Healthcare and medical research 2018 winners: Scottish Professional Football League Trust

The Scottish Professional Football League Trust – the charity of Scotland’s 42 professional football clubs – works to promote, support, fund and administer activities which help meet identified social needs for people in Scotland.

SPFLT ImageThe charity wanted to tackle the issue of male obesity – an area presenting an increased challenge to public health, because relatively few men were willing to take part in weight loss initiatives.

The charity recognised that in football clubs it had an asset it could use to buck this trend, and launched Football Fans in Training (FFIT) – a 12-week programme intended to improve fans’ health and wellbeing while providing them with a behind-the-scenes look at their local club.
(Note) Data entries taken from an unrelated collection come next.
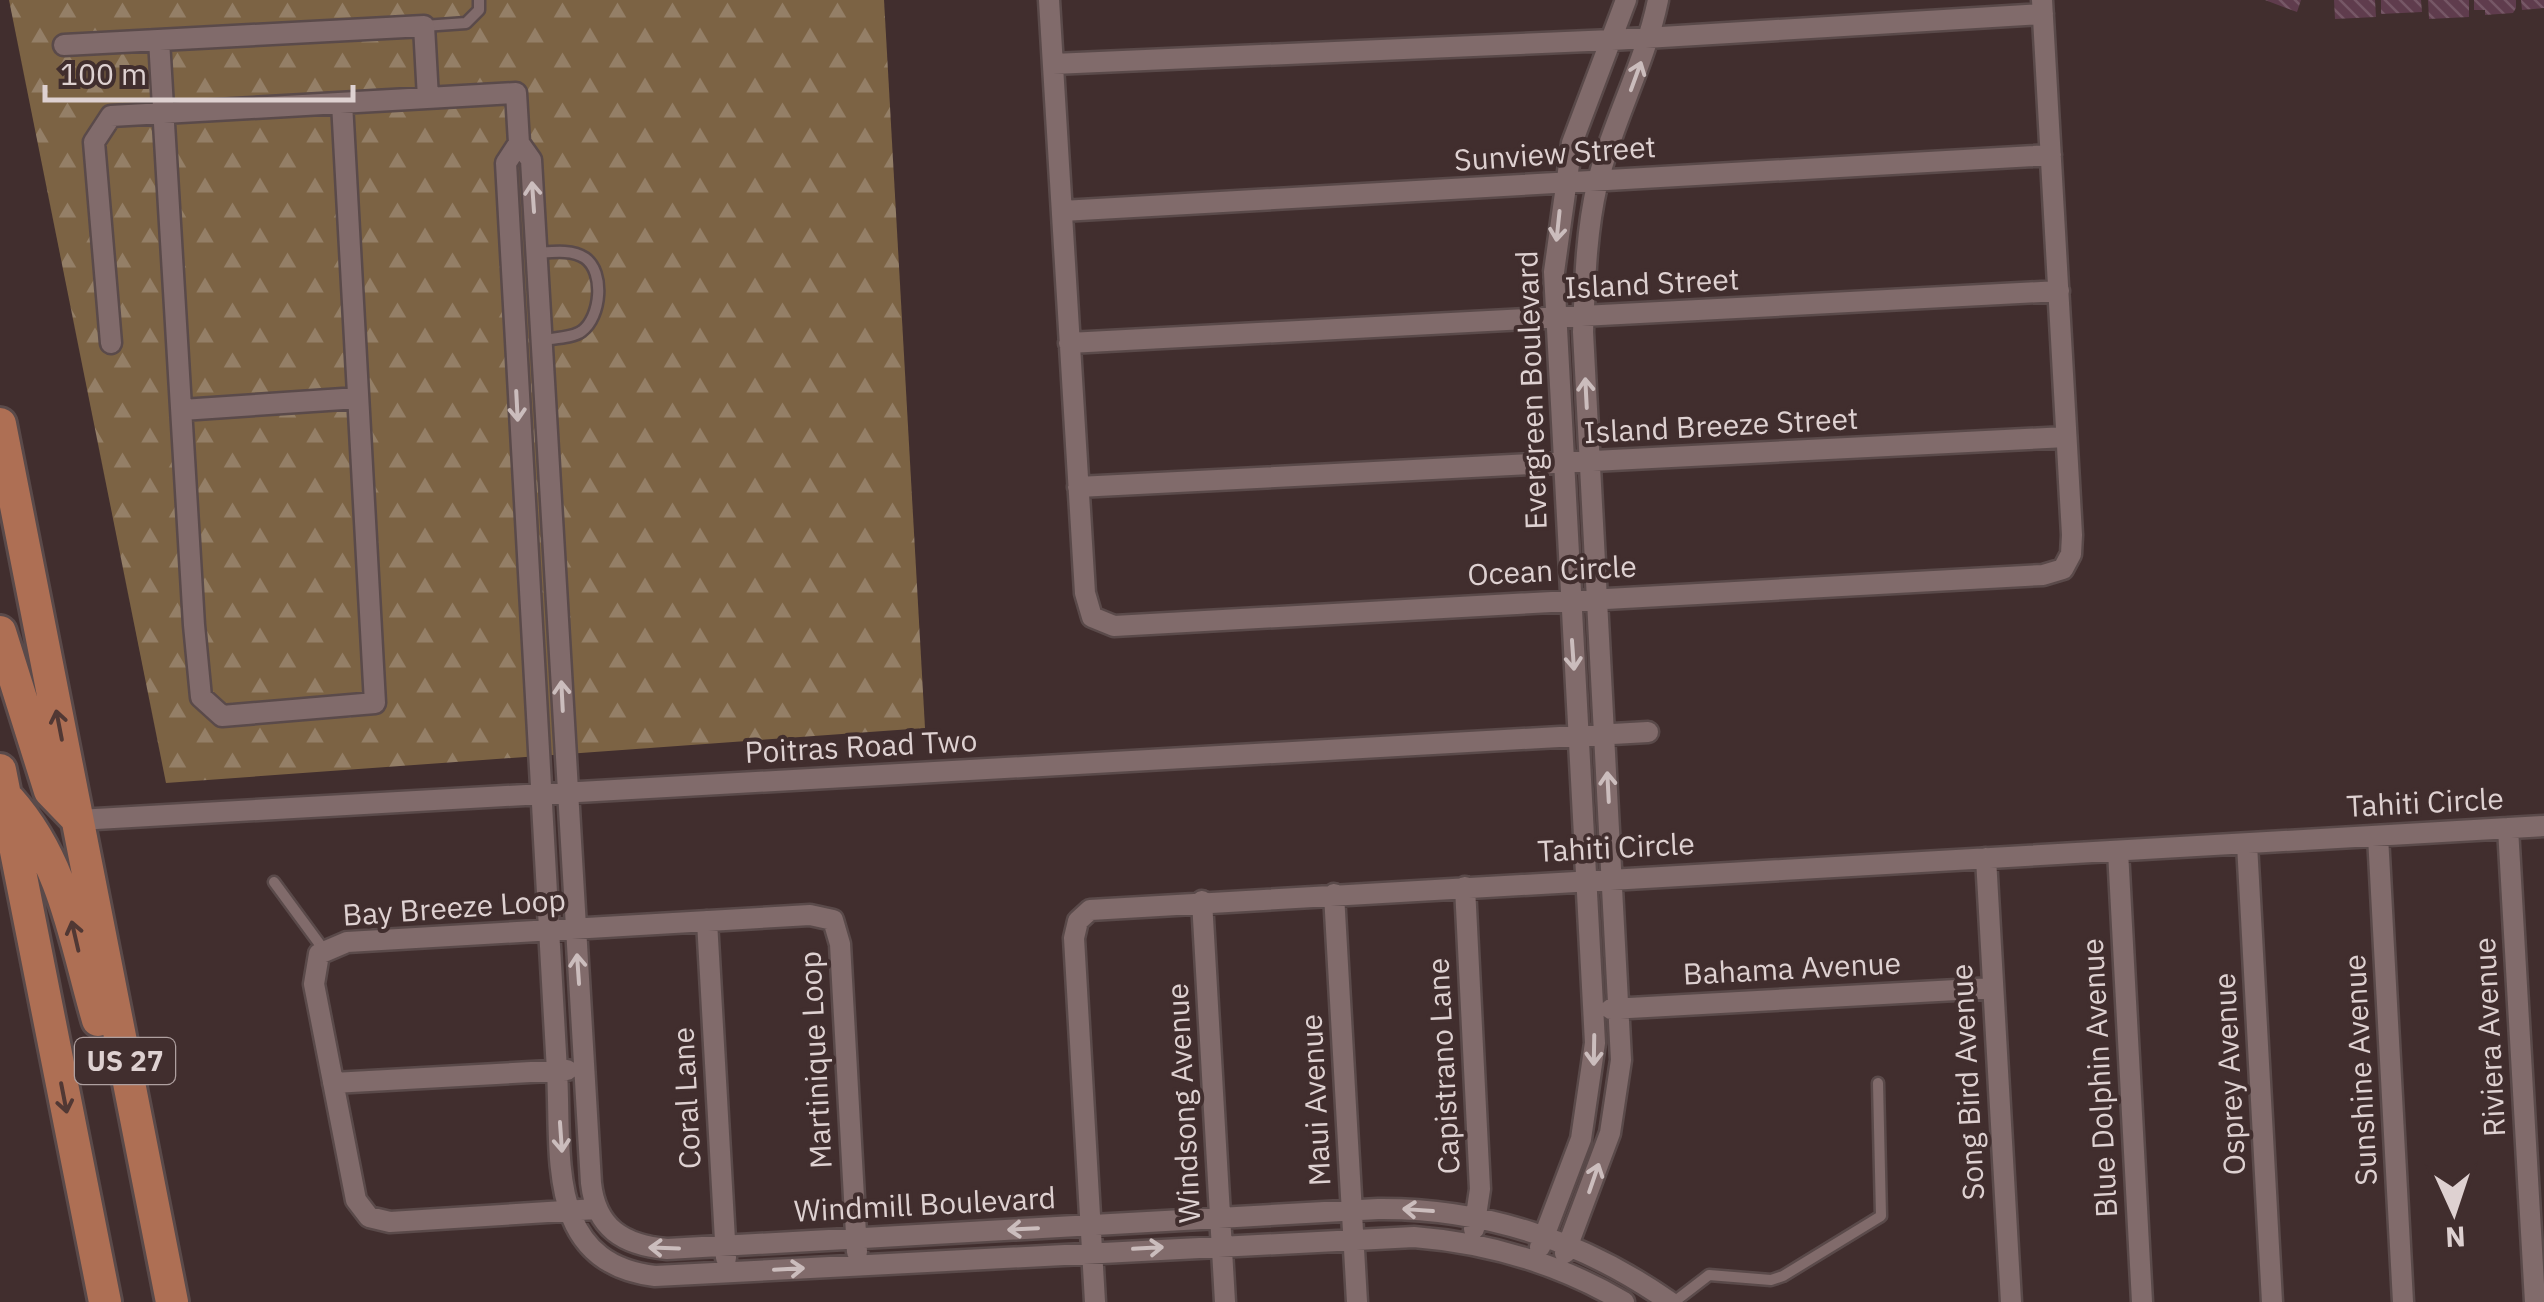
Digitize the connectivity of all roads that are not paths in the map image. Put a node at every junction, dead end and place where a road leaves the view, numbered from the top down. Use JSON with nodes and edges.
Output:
{"nodes":[{"id":1,"x":479,"y":0,"type":"edge"},
{"id":2,"x":1049,"y":0,"type":"edge"},
{"id":3,"x":1626,"y":0,"type":"edge"},
{"id":4,"x":1658,"y":0,"type":"edge"},
{"id":5,"x":2043,"y":7,"type":"edge"},
{"id":6,"x":424,"y":26,"type":"junction"},
{"id":7,"x":1649,"y":37,"type":"junction"},
{"id":8,"x":158,"y":40,"type":"junction"},
{"id":9,"x":1612,"y":40,"type":"junction"},
{"id":10,"x":64,"y":45,"type":"dead end"},
{"id":11,"x":1053,"y":64,"type":"junction"},
{"id":12,"x":428,"y":98,"type":"junction"},
{"id":13,"x":342,"y":103,"type":"junction"},
{"id":14,"x":164,"y":113,"type":"junction"},
{"id":15,"x":519,"y":143,"type":"junction"},
{"id":16,"x":2051,"y":155,"type":"junction"},
{"id":17,"x":1598,"y":181,"type":"junction"},
{"id":18,"x":1564,"y":185,"type":"junction"},
{"id":19,"x":1062,"y":212,"type":"junction"},
{"id":20,"x":537,"y":252,"type":"junction"},
{"id":21,"x":2058,"y":291,"type":"junction"},
{"id":22,"x":540,"y":307,"type":"junction"},
{"id":23,"x":513,"y":310,"type":"junction"},
{"id":24,"x":1556,"y":319,"type":"junction"},
{"id":25,"x":1584,"y":319,"type":"junction"},
{"id":26,"x":542,"y":340,"type":"junction"},
{"id":27,"x":111,"y":343,"type":"dead end"},
{"id":28,"x":1070,"y":343,"type":"junction"},
{"id":29,"x":358,"y":398,"type":"junction"},
{"id":30,"x":182,"y":410,"type":"junction"},
{"id":31,"x":0,"y":424,"type":"edge"},
{"id":32,"x":2066,"y":437,"type":"junction"},
{"id":33,"x":1590,"y":463,"type":"junction"},
{"id":34,"x":1562,"y":464,"type":"junction"},
{"id":35,"x":1078,"y":487,"type":"junction"},
{"id":36,"x":1570,"y":599,"type":"junction"},
{"id":37,"x":1597,"y":600,"type":"junction"},
{"id":38,"x":0,"y":632,"type":"edge"},
{"id":39,"x":1648,"y":732,"type":"dead end"},
{"id":40,"x":1605,"y":734,"type":"junction"},
{"id":41,"x":1578,"y":736,"type":"junction"},
{"id":42,"x":2,"y":787,"type":"edge"},
{"id":43,"x":568,"y":794,"type":"junction"},
{"id":44,"x":539,"y":795,"type":"junction"},
{"id":45,"x":78,"y":820,"type":"junction"},
{"id":46,"x":2544,"y":826,"type":"edge"},
{"id":47,"x":2508,"y":828,"type":"junction"},
{"id":48,"x":2378,"y":836,"type":"junction"},
{"id":49,"x":2248,"y":844,"type":"junction"},
{"id":50,"x":7,"y":846,"type":"edge"},
{"id":51,"x":2118,"y":851,"type":"junction"},
{"id":52,"x":1986,"y":858,"type":"junction"},
{"id":53,"x":1614,"y":878,"type":"junction"},
{"id":54,"x":1587,"y":879,"type":"junction"},
{"id":55,"x":274,"y":882,"type":"dead end"},
{"id":56,"x":1466,"y":887,"type":"junction"},
{"id":57,"x":1334,"y":894,"type":"junction"},
{"id":58,"x":1202,"y":902,"type":"junction"},
{"id":59,"x":707,"y":921,"type":"junction"},
{"id":60,"x":575,"y":929,"type":"junction"},
{"id":61,"x":548,"y":930,"type":"junction"},
{"id":62,"x":324,"y":950,"type":"junction"},
{"id":63,"x":1993,"y":988,"type":"junction"},
{"id":64,"x":1620,"y":1008,"type":"junction"},
{"id":65,"x":1594,"y":1010,"type":"junction"},
{"id":66,"x":584,"y":1069,"type":"junction"},
{"id":67,"x":557,"y":1071,"type":"junction"},
{"id":68,"x":1878,"y":1083,"type":"dead end"},
{"id":69,"x":333,"y":1084,"type":"junction"},
{"id":70,"x":596,"y":1209,"type":"junction"},
{"id":71,"x":566,"y":1210,"type":"junction"},
{"id":72,"x":1352,"y":1211,"type":"junction"},
{"id":73,"x":1220,"y":1218,"type":"junction"},
{"id":74,"x":1477,"y":1218,"type":"junction"},
{"id":75,"x":1090,"y":1226,"type":"junction"},
{"id":76,"x":1545,"y":1234,"type":"junction"},
{"id":77,"x":1353,"y":1237,"type":"junction"},
{"id":78,"x":856,"y":1239,"type":"junction"},
{"id":79,"x":1471,"y":1243,"type":"junction"},
{"id":80,"x":1222,"y":1244,"type":"junction"},
{"id":81,"x":1569,"y":1245,"type":"junction"},
{"id":82,"x":725,"y":1246,"type":"junction"},
{"id":83,"x":1092,"y":1251,"type":"junction"},
{"id":84,"x":1535,"y":1260,"type":"junction"},
{"id":85,"x":165,"y":1264,"type":"junction"},
{"id":86,"x":858,"y":1264,"type":"junction"},
{"id":87,"x":1558,"y":1269,"type":"junction"},
{"id":88,"x":727,"y":1272,"type":"junction"},
{"id":89,"x":105,"y":1302,"type":"edge"},
{"id":90,"x":172,"y":1302,"type":"edge"},
{"id":91,"x":1095,"y":1302,"type":"edge"},
{"id":92,"x":1226,"y":1302,"type":"edge"},
{"id":93,"x":1357,"y":1302,"type":"edge"},
{"id":94,"x":1624,"y":1302,"type":"edge"},
{"id":95,"x":1672,"y":1302,"type":"edge"},
{"id":96,"x":2011,"y":1302,"type":"edge"},
{"id":97,"x":2142,"y":1302,"type":"edge"},
{"id":98,"x":2272,"y":1302,"type":"edge"},
{"id":99,"x":2403,"y":1302,"type":"edge"},
{"id":100,"x":2535,"y":1302,"type":"edge"}],
"edges":[{"from":1,"to":6,"type":"lane"},
{"from":2,"to":11,"type":"street","name":"Ocean Circle"},
{"from":3,"to":9,"type":"street","name":"Evergreen Boulevard"},
{"from":4,"to":7,"type":"street","name":"Evergreen Boulevard"},
{"from":5,"to":7,"type":"street"},
{"from":5,"to":16,"type":"street","name":"Ocean Circle"},
{"from":6,"to":8,"type":"street"},
{"from":6,"to":12,"type":"street"},
{"from":7,"to":9,"type":"street"},
{"from":17,"to":7,"type":"street","name":"Evergreen Boulevard","one_way":true},
{"from":8,"to":10,"type":"street"},
{"from":8,"to":14,"type":"street"},
{"from":9,"to":11,"type":"street"},
{"from":9,"to":18,"type":"street","name":"Evergreen Boulevard"},
{"from":11,"to":19,"type":"street","name":"Ocean Circle"},
{"from":12,"to":13,"type":"street"},
{"from":12,"to":15,"type":"street"},
{"from":13,"to":14,"type":"street"},
{"from":13,"to":29,"type":"street"},
{"from":14,"to":27,"type":"street"},
{"from":14,"to":30,"type":"street"},
{"from":20,"to":15,"type":"street","one_way":true},
{"from":15,"to":23,"type":"street"},
{"from":16,"to":17,"type":"street","name":"Sunview Street"},
{"from":16,"to":21,"type":"street","name":"Ocean Circle"},
{"from":17,"to":18,"type":"street","name":"Sunview Street"},
{"from":17,"to":25,"type":"street","name":"Evergreen Boulevard"},
{"from":18,"to":19,"type":"street","name":"Sunview Street"},
{"from":18,"to":24,"type":"street","name":"Evergreen Boulevard","one_way":true},
{"from":19,"to":28,"type":"street","name":"Ocean Circle"},
{"from":20,"to":22,"type":"street"},
{"from":20,"to":26,"type":"lane"},
{"from":21,"to":25,"type":"street","name":"Island Street"},
{"from":21,"to":32,"type":"street","name":"Ocean Circle"},
{"from":22,"to":23,"type":"street"},
{"from":22,"to":26,"type":"street"},
{"from":23,"to":44,"type":"street","one_way":true},
{"from":24,"to":25,"type":"street","name":"Island Street"},
{"from":24,"to":28,"type":"street","name":"Island Street"},
{"from":24,"to":34,"type":"street","name":"Evergreen Boulevard"},
{"from":33,"to":25,"type":"street","name":"Evergreen Boulevard","one_way":true},
{"from":43,"to":26,"type":"street","one_way":true},
{"from":28,"to":35,"type":"street","name":"Ocean Circle"},
{"from":29,"to":30,"type":"street"},
{"from":29,"to":30,"type":"street"},
{"from":45,"to":31,"type":"highway","number":"US 27","one_way":true},
{"from":32,"to":33,"type":"street","name":"Island Breeze Street"},
{"from":32,"to":37,"type":"street","name":"Ocean Circle"},
{"from":33,"to":34,"type":"street","name":"Island Breeze Street"},
{"from":33,"to":37,"type":"street","name":"Evergreen Boulevard"},
{"from":34,"to":35,"type":"street","name":"Island Breeze Street"},
{"from":34,"to":36,"type":"street","name":"Evergreen Boulevard"},
{"from":35,"to":36,"type":"street","name":"Ocean Circle"},
{"from":36,"to":37,"type":"street","name":"Ocean Circle"},
{"from":36,"to":41,"type":"street","name":"Evergreen Boulevard","one_way":true},
{"from":37,"to":40,"type":"street","name":"Evergreen Boulevard"},
{"from":38,"to":45,"type":"highway"},
{"from":39,"to":40,"type":"street","name":"Poitras Road Two"},
{"from":40,"to":41,"type":"street","name":"Poitras Road Two"},
{"from":53,"to":40,"type":"street","name":"Evergreen Boulevard","one_way":true},
{"from":41,"to":43,"type":"street","name":"Poitras Road Two"},
{"from":41,"to":54,"type":"street","name":"Evergreen Boulevard"},
{"from":42,"to":50,"type":"highway","number":"US 27"},
{"from":85,"to":42,"type":"highway","one_way":true},
{"from":43,"to":44,"type":"street","name":"Poitras Road Two"},
{"from":43,"to":60,"type":"street"},
{"from":44,"to":45,"type":"street","name":"Poitras Road Two"},
{"from":44,"to":61,"type":"street"},
{"from":45,"to":85,"type":"highway","number":"US 27"},
{"from":46,"to":47,"type":"street","name":"Tahiti Circle"},
{"from":47,"to":48,"type":"street","name":"Tahiti Circle"},
{"from":47,"to":100,"type":"street","name":"Riviera Avenue"},
{"from":48,"to":49,"type":"street","name":"Tahiti Circle"},
{"from":48,"to":99,"type":"street","name":"Sunshine Avenue"},
{"from":49,"to":51,"type":"street","name":"Tahiti Circle"},
{"from":49,"to":98,"type":"street","name":"Osprey Avenue"},
{"from":50,"to":89,"type":"highway","number":"US 27","one_way":true},
{"from":51,"to":52,"type":"street","name":"Tahiti Circle"},
{"from":51,"to":97,"type":"street","name":"Blue Dolphin Avenue"},
{"from":52,"to":53,"type":"street","name":"Tahiti Circle"},
{"from":52,"to":63,"type":"street","name":"Song Bird Avenue"},
{"from":53,"to":54,"type":"street","name":"Tahiti Circle"},
{"from":53,"to":64,"type":"street","name":"Evergreen Boulevard"},
{"from":54,"to":56,"type":"street","name":"Tahiti Circle"},
{"from":54,"to":65,"type":"street","name":"Evergreen Boulevard"},
{"from":55,"to":62,"type":"lane"},
{"from":56,"to":57,"type":"street","name":"Tahiti Circle"},
{"from":56,"to":74,"type":"street","name":"Capistrano Lane"},
{"from":57,"to":58,"type":"street","name":"Tahiti Circle"},
{"from":57,"to":72,"type":"street","name":"Maui Avenue"},
{"from":58,"to":73,"type":"street","name":"Windsong Avenue"},
{"from":58,"to":75,"type":"street","name":"Tahiti Circle"},
{"from":59,"to":60,"type":"street","name":"Bay Breeze Loop"},
{"from":59,"to":78,"type":"street","name":"Martinique Loop"},
{"from":59,"to":82,"type":"street","name":"Coral Lane"},
{"from":60,"to":61,"type":"street","name":"Bay Breeze Loop"},
{"from":66,"to":60,"type":"street","one_way":true},
{"from":61,"to":62,"type":"street","name":"Bay Breeze Loop"},
{"from":61,"to":67,"type":"street"},
{"from":62,"to":69,"type":"street","name":"Bay Breeze Loop"},
{"from":63,"to":64,"type":"street","name":"Bahama Avenue"},
{"from":63,"to":96,"type":"street","name":"Song Bird Avenue"},
{"from":64,"to":65,"type":"street","name":"Bahama Avenue"},
{"from":81,"to":64,"type":"street","name":"Evergreen Boulevard","one_way":true},
{"from":65,"to":76,"type":"street","name":"Evergreen Boulevard","one_way":true},
{"from":66,"to":67,"type":"street"},
{"from":66,"to":70,"type":"street"},
{"from":67,"to":69,"type":"street"},
{"from":67,"to":71,"type":"street","one_way":true},
{"from":68,"to":95,"type":"lane"},
{"from":69,"to":71,"type":"street","name":"Bay Breeze Loop"},
{"from":70,"to":71,"type":"street"},
{"from":82,"to":70,"type":"street","name":"Windmill Boulevard","one_way":true},
{"from":71,"to":88,"type":"street","name":"Windmill Boulevard"},
{"from":72,"to":73,"type":"street","name":"Windmill Boulevard"},
{"from":74,"to":72,"type":"street","name":"Windmill Boulevard","one_way":true},
{"from":72,"to":77,"type":"street","name":"Maui Avenue"},
{"from":73,"to":75,"type":"street","name":"Windmill Boulevard"},
{"from":73,"to":80,"type":"street","name":"Windsong Avenue"},
{"from":74,"to":76,"type":"street","name":"Windmill Boulevard"},
{"from":74,"to":79,"type":"street","name":"Capistrano Lane"},
{"from":75,"to":78,"type":"street","name":"Windmill Boulevard","one_way":true},
{"from":75,"to":83,"type":"street","name":"Tahiti Circle"},
{"from":76,"to":81,"type":"street","name":"Windmill Boulevard"},
{"from":76,"to":84,"type":"street","name":"Evergreen Boulevard"},
{"from":77,"to":79,"type":"street","name":"Windmill Boulevard"},
{"from":77,"to":80,"type":"street","name":"Windmill Boulevard"},
{"from":77,"to":93,"type":"street","name":"Maui Avenue"},
{"from":78,"to":82,"type":"street","name":"Windmill Boulevard"},
{"from":78,"to":86,"type":"street","name":"Martinique Loop"},
{"from":79,"to":84,"type":"street","name":"Windmill Boulevard"},
{"from":83,"to":80,"type":"street","name":"Windmill Boulevard","one_way":true},
{"from":80,"to":92,"type":"street","name":"Windsong Avenue"},
{"from":81,"to":87,"type":"street","name":"Evergreen Boulevard"},
{"from":81,"to":95,"type":"street","name":"Windmill Boulevard"},
{"from":82,"to":88,"type":"street","name":"Coral Lane"},
{"from":83,"to":86,"type":"street","name":"Windmill Boulevard"},
{"from":83,"to":91,"type":"street","name":"Tahiti Circle"},
{"from":84,"to":87,"type":"street","name":"Windmill Boulevard"},
{"from":85,"to":90,"type":"highway","number":"US 27"},
{"from":88,"to":86,"type":"street","name":"Windmill Boulevard","one_way":true},
{"from":87,"to":94,"type":"street","name":"Windmill Boulevard"}]}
The initiative, funded by the Scottish government, is free and has run for five seasons at all Scottish clubs, as well as a growing number of English ones. Sessions are spilt between classroom based workshops and physical activity training delivered by coaches from clubs. It is designed to work with rather than against prevailing understandings of masculinity, and has been successful in producing lasting change.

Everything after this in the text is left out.